[Data items]
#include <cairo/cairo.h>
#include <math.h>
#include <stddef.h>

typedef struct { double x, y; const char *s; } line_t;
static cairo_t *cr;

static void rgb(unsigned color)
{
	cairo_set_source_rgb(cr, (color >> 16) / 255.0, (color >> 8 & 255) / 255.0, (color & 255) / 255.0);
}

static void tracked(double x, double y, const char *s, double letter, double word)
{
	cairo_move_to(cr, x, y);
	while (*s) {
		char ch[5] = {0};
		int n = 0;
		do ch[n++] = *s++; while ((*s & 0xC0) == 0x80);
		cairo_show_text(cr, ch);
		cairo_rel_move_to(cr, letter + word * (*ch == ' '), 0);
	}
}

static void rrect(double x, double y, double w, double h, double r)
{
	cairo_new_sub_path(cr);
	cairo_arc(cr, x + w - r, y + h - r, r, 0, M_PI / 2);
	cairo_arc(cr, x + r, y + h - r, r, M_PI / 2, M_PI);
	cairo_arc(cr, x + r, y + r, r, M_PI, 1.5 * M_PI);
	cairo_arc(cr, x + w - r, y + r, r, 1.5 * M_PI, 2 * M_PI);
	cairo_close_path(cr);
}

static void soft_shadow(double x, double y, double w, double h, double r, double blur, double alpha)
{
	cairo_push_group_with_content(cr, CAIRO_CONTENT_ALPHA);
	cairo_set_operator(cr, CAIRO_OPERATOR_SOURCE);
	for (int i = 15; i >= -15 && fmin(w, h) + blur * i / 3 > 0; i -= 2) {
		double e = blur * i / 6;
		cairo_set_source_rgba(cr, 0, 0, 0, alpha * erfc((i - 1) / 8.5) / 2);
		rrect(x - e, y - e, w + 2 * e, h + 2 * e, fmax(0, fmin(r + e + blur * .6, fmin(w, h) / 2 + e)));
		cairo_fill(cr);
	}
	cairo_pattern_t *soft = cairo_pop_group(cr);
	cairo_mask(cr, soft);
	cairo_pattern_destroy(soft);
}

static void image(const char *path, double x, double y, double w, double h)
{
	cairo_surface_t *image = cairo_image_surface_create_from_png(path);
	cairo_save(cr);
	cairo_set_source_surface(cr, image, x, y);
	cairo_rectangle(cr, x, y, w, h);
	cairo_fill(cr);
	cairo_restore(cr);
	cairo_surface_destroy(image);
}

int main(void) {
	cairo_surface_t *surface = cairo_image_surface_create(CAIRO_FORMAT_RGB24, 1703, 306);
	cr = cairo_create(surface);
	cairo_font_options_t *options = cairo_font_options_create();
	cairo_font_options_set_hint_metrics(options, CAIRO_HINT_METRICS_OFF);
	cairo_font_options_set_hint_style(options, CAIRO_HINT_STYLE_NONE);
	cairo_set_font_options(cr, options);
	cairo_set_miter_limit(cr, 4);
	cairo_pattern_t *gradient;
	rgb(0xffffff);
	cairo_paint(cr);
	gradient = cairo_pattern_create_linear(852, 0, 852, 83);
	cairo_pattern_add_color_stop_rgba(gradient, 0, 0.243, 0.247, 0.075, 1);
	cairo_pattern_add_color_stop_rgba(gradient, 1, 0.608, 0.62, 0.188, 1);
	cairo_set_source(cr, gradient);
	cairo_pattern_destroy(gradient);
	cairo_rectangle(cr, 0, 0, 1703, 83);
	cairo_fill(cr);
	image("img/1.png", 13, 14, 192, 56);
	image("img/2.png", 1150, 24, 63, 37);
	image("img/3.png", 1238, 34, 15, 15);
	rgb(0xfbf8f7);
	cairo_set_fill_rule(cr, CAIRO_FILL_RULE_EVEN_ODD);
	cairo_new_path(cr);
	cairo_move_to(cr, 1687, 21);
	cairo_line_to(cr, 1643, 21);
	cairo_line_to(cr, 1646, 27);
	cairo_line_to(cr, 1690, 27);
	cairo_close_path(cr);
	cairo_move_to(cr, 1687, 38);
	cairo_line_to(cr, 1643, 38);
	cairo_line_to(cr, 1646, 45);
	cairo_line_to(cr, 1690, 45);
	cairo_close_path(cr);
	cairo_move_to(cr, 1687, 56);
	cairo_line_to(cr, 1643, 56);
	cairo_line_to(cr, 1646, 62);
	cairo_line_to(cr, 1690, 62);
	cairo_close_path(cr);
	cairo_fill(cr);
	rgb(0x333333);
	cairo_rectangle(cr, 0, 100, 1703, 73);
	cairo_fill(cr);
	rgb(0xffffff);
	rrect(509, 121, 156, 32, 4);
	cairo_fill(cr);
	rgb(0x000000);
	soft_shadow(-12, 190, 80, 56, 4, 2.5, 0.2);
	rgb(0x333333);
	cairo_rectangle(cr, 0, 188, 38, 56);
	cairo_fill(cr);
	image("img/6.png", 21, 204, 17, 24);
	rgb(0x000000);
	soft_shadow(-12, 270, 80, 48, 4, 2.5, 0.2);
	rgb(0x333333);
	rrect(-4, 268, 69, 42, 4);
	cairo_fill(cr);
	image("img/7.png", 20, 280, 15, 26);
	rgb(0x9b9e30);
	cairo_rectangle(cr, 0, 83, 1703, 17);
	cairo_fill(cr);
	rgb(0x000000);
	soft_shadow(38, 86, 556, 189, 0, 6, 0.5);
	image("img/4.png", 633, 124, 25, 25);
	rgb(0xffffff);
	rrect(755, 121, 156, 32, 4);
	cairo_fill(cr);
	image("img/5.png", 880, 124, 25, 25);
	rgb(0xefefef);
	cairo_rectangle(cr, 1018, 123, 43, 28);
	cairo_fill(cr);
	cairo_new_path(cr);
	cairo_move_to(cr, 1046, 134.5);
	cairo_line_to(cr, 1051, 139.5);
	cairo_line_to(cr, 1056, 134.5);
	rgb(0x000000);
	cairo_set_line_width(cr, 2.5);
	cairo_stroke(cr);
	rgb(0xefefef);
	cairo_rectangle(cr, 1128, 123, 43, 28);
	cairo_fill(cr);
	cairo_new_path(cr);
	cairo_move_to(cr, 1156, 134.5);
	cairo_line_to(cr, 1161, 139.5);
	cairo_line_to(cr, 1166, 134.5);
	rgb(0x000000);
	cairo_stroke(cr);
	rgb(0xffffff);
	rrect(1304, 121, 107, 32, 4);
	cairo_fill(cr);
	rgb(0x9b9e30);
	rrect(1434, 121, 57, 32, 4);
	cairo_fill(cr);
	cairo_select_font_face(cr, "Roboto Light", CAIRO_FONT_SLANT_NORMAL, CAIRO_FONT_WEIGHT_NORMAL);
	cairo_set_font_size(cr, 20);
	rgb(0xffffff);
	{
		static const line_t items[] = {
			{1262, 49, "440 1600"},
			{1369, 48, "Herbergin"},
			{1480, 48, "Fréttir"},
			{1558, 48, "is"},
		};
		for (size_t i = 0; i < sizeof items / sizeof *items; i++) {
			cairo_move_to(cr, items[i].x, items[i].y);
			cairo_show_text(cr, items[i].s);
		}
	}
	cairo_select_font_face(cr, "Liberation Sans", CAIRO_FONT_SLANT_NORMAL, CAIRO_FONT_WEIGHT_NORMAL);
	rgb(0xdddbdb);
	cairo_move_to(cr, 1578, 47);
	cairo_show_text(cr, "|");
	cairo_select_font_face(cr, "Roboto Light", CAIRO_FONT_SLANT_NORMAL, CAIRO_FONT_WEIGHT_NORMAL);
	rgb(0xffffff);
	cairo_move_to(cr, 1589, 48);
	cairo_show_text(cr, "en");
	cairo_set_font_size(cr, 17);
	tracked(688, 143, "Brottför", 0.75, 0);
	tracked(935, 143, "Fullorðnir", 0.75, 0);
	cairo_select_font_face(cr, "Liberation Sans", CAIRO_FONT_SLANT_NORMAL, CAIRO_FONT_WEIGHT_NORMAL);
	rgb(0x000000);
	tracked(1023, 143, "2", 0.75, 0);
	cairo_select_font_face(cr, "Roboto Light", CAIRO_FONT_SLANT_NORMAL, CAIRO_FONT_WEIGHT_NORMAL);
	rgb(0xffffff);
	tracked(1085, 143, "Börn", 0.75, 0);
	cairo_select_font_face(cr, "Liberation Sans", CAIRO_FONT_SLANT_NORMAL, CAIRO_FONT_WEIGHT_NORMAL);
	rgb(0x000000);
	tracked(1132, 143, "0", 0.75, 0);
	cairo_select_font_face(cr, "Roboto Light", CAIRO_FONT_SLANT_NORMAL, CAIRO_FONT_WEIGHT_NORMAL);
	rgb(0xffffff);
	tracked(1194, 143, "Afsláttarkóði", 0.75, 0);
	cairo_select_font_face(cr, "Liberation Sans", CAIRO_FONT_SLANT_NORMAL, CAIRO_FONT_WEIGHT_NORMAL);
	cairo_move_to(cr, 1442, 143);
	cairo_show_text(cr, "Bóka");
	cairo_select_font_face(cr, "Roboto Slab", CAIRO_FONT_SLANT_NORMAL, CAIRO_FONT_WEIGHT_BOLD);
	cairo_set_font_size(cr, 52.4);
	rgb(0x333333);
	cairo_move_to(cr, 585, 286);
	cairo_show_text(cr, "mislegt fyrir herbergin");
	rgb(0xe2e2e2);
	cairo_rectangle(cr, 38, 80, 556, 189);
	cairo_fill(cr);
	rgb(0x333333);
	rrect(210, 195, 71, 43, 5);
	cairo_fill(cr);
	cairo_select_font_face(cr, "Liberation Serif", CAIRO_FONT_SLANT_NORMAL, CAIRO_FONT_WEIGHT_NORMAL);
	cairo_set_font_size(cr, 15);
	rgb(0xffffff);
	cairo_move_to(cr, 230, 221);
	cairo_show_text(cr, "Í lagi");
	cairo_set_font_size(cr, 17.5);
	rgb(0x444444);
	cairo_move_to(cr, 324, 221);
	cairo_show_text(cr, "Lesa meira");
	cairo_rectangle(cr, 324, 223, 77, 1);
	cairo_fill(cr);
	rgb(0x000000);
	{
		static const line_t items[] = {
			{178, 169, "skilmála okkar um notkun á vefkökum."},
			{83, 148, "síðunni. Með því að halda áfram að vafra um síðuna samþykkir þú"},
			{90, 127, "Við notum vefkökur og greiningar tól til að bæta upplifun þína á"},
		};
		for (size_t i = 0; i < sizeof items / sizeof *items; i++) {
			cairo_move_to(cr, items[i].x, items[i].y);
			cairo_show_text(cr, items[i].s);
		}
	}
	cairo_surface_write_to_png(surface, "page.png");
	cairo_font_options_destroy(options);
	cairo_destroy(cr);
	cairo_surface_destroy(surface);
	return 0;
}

■ Aim of the task ■
Give back the entries above exactly as they are, from their first line through the line that contains "cairo_push_group_with_content(cr, CAIRO_CONTENT_ALPHA);", both included, with nothing else.

■ Finished task ■
#include <cairo/cairo.h>
#include <math.h>
#include <stddef.h>

typedef struct { double x, y; const char *s; } line_t;
static cairo_t *cr;

static void rgb(unsigned color)
{
	cairo_set_source_rgb(cr, (color >> 16) / 255.0, (color >> 8 & 255) / 255.0, (color & 255) / 255.0);
}

static void tracked(double x, double y, const char *s, double letter, double word)
{
	cairo_move_to(cr, x, y);
	while (*s) {
		char ch[5] = {0};
		int n = 0;
		do ch[n++] = *s++; while ((*s & 0xC0) == 0x80);
		cairo_show_text(cr, ch);
		cairo_rel_move_to(cr, letter + word * (*ch == ' '), 0);
	}
}

static void rrect(double x, double y, double w, double h, double r)
{
	cairo_new_sub_path(cr);
	cairo_arc(cr, x + w - r, y + h - r, r, 0, M_PI / 2);
	cairo_arc(cr, x + r, y + h - r, r, M_PI / 2, M_PI);
	cairo_arc(cr, x + r, y + r, r, M_PI, 1.5 * M_PI);
	cairo_arc(cr, x + w - r, y + r, r, 1.5 * M_PI, 2 * M_PI);
	cairo_close_path(cr);
}

static void soft_shadow(double x, double y, double w, double h, double r, double blur, double alpha)
{
	cairo_push_group_with_content(cr, CAIRO_CONTENT_ALPHA);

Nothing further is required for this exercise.